→ **TASK DESCRIPTION**: All of the records below need to be written out exactly, but without the pictures.
*** TASK DATA Section Begins ***
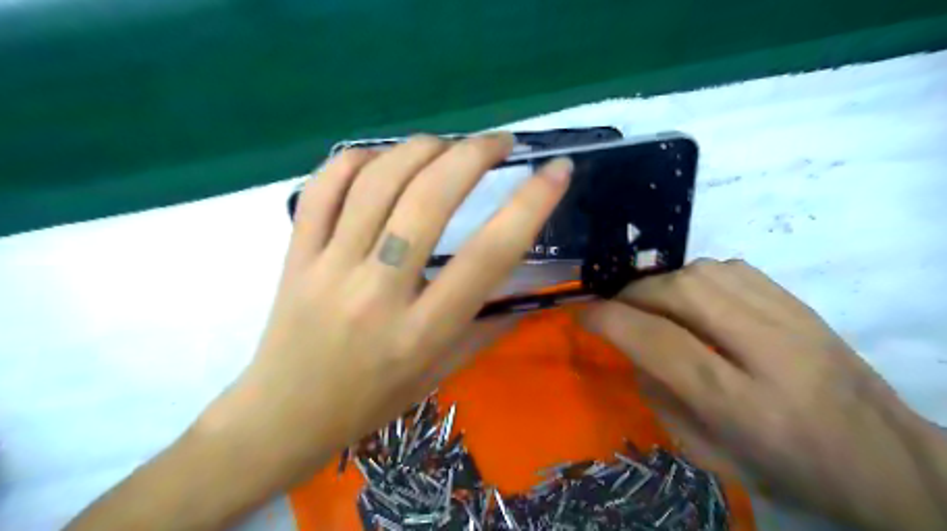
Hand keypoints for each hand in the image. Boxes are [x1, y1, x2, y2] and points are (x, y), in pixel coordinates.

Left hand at [199, 134, 568, 473]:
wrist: (285, 417)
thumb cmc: (372, 401)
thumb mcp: (441, 373)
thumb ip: (487, 327)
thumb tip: (527, 284)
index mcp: (423, 332)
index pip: (489, 255)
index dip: (531, 205)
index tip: (556, 171)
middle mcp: (377, 293)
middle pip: (428, 200)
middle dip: (473, 155)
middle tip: (500, 142)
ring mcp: (328, 268)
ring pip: (377, 182)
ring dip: (422, 148)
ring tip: (448, 145)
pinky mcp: (295, 255)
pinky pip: (322, 189)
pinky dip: (357, 160)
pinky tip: (383, 158)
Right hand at [582, 259, 942, 530]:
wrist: (883, 457)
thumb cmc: (787, 468)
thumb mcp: (709, 453)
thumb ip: (660, 397)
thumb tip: (630, 348)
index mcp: (743, 404)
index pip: (659, 343)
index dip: (610, 321)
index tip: (583, 315)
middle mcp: (768, 351)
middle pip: (681, 294)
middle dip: (634, 295)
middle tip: (618, 310)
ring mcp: (790, 318)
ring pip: (703, 272)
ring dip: (661, 283)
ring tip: (652, 304)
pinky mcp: (798, 301)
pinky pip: (729, 267)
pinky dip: (694, 276)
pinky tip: (692, 297)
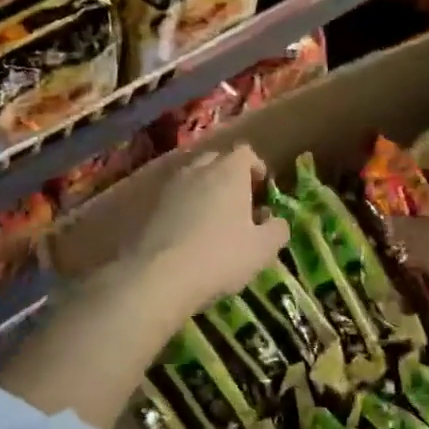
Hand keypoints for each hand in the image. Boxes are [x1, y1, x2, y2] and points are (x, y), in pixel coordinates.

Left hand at [122, 145, 287, 316]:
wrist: (160, 276)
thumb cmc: (221, 256)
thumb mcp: (262, 249)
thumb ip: (277, 229)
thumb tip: (276, 221)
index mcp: (229, 172)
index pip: (245, 152)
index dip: (256, 167)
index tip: (262, 189)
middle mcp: (198, 170)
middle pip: (217, 160)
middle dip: (229, 175)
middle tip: (239, 202)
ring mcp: (171, 186)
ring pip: (193, 177)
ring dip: (205, 190)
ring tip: (214, 218)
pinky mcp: (152, 207)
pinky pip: (175, 197)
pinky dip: (185, 206)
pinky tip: (190, 232)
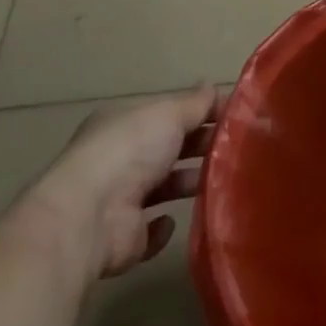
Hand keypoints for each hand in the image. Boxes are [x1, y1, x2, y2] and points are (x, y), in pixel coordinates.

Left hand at [20, 85, 217, 279]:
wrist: (89, 217)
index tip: (233, 117)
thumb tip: (212, 87)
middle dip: (199, 147)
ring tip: (220, 181)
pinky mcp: (124, 239)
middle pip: (168, 148)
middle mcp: (120, 157)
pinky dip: (165, 227)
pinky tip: (175, 219)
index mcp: (126, 122)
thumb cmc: (130, 150)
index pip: (168, 113)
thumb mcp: (168, 113)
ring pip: (163, 187)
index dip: (199, 112)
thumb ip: (194, 103)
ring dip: (188, 183)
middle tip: (236, 149)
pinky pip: (150, 231)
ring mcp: (119, 200)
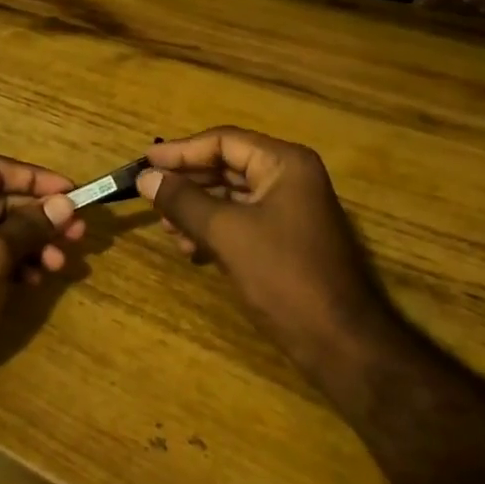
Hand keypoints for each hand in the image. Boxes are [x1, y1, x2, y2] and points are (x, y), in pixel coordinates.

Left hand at [0, 155, 84, 409]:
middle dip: (42, 217)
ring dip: (34, 243)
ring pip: (2, 232)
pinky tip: (37, 279)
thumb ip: (30, 226)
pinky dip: (17, 264)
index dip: (38, 179)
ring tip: (60, 263)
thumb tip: (65, 203)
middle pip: (4, 201)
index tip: (74, 193)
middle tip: (78, 234)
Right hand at [139, 128, 392, 380]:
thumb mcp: (226, 233)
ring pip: (231, 195)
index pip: (224, 141)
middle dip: (187, 182)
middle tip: (150, 196)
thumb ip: (183, 201)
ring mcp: (290, 209)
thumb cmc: (283, 276)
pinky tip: (190, 248)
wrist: (340, 342)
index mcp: (284, 163)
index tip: (144, 162)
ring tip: (167, 228)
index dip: (181, 151)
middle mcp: (290, 177)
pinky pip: (241, 220)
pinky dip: (213, 229)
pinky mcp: (285, 239)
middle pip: (227, 165)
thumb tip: (145, 177)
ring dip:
*** TASK DATA Section Ends ***
→ **SOLUTION FOR THIS TASK**:
Hand keypoints for each hand in the image. Boxes are [x1, y1, x2, y2] and points are (x, y), in pixel coordinates.

Left hand at [199, 134, 568, 473]:
wrist: (285, 417)
thumb cmc: (372, 401)
thumb mcp: (441, 373)
thumb ip: (487, 327)
thumb tip: (527, 284)
index mcp: (423, 332)
index pip: (489, 255)
index dip: (531, 205)
index tip: (556, 171)
middle mcp: (377, 293)
middle pip: (428, 200)
middle dip: (473, 155)
middle tip: (500, 142)
ring mcp: (328, 268)
ring pip: (377, 182)
ring dip: (422, 148)
ring tip: (448, 145)
pinky mcp: (295, 255)
pinky pip: (322, 189)
pinky dip: (357, 160)
pinky tip: (383, 158)
Right hand at [582, 259, 942, 530]:
wrist: (883, 457)
thumb cmc: (787, 468)
thumb mcp: (709, 453)
thumb ip: (660, 397)
thumb tip: (630, 348)
index mcp: (743, 404)
index pip: (659, 343)
index dip: (610, 321)
index tip: (583, 315)
middle mcp: (768, 351)
middle pip: (681, 294)
middle dip: (634, 295)
middle tip: (618, 310)
ring mcp: (790, 318)
ring pip: (703, 272)
ring dip: (661, 283)
ring tip: (652, 304)
pinky mcp: (798, 301)
pinky pip: (729, 267)
pinky dip: (694, 276)
pinky tip: (692, 297)
Hand keypoints for each hand in the image. Boxes are [x1, y1, x2, y2] and points are (x, y), in pixel coordinates.

Left hand at [122, 145, 287, 316]:
wrist: (160, 276)
thumb cmc: (221, 256)
thumb mcp: (262, 249)
thumb ip: (277, 229)
thumb tip: (276, 221)
index mcp: (229, 172)
index pip: (245, 152)
index dip: (256, 167)
index tip: (262, 189)
middle mcp: (198, 170)
middle pip: (217, 160)
middle dip: (229, 175)
middle tip: (239, 202)
ring mcp: (171, 186)
ring pip: (193, 177)
ring dip: (205, 190)
ring tip: (214, 218)
pinky mcp: (152, 207)
pinky pip: (175, 197)
pinky dip: (185, 206)
pinky tip: (190, 232)
Hand keypoints for each hand in the image. Boxes are [x1, y1, x2, y2] and points are (x, y), in pixel coordinates.

Left hand at [20, 85, 217, 279]:
wrist: (89, 217)
index tip: (233, 117)
thumb tip: (212, 87)
middle dip: (199, 147)
ring tip: (220, 181)
pinky mcp: (124, 239)
middle pip: (168, 148)
middle mcp: (120, 157)
pinky dip: (165, 227)
pinky tip: (175, 219)
index mcp: (126, 122)
thumb cmc: (130, 150)
index pip: (168, 113)
thumb mcp: (168, 113)
ring pip: (163, 187)
index dip: (199, 112)
thumb ip: (194, 103)
ring dip: (188, 183)
middle tip: (236, 149)
pinky pip: (150, 231)
ring mcp: (119, 200)
Hand keypoints for each hand in the image. Boxes are [x1, y1, x2, y2] and points are (x, y), in pixel coordinates.

Left hand at [0, 155, 84, 409]:
middle dip: (42, 217)
ring dip: (34, 243)
ring pip: (2, 232)
pinky tip: (37, 279)
thumb ip: (30, 226)
pinky dip: (17, 264)
index dip: (38, 179)
ring tip: (60, 263)
thumb tip: (65, 203)
middle pip: (4, 201)
index tip: (74, 193)
middle tip: (78, 234)
Right hand at [139, 128, 392, 380]:
thumb mcp: (226, 233)
ring pip: (231, 195)
index pip: (224, 141)
middle dip: (187, 182)
middle tip: (150, 196)
thumb ip: (183, 201)
ring mcp: (290, 209)
thumb cmc: (283, 276)
pinky tip: (190, 248)
wrist: (340, 342)
index mcp: (284, 163)
index tip: (144, 162)
ring tip: (167, 228)
index dip: (181, 151)
middle mcp: (290, 177)
pinky pip: (241, 220)
pinky dip: (213, 229)
pinky mcp: (285, 239)
middle pip: (227, 165)
thumb tip: (145, 177)
ring dip:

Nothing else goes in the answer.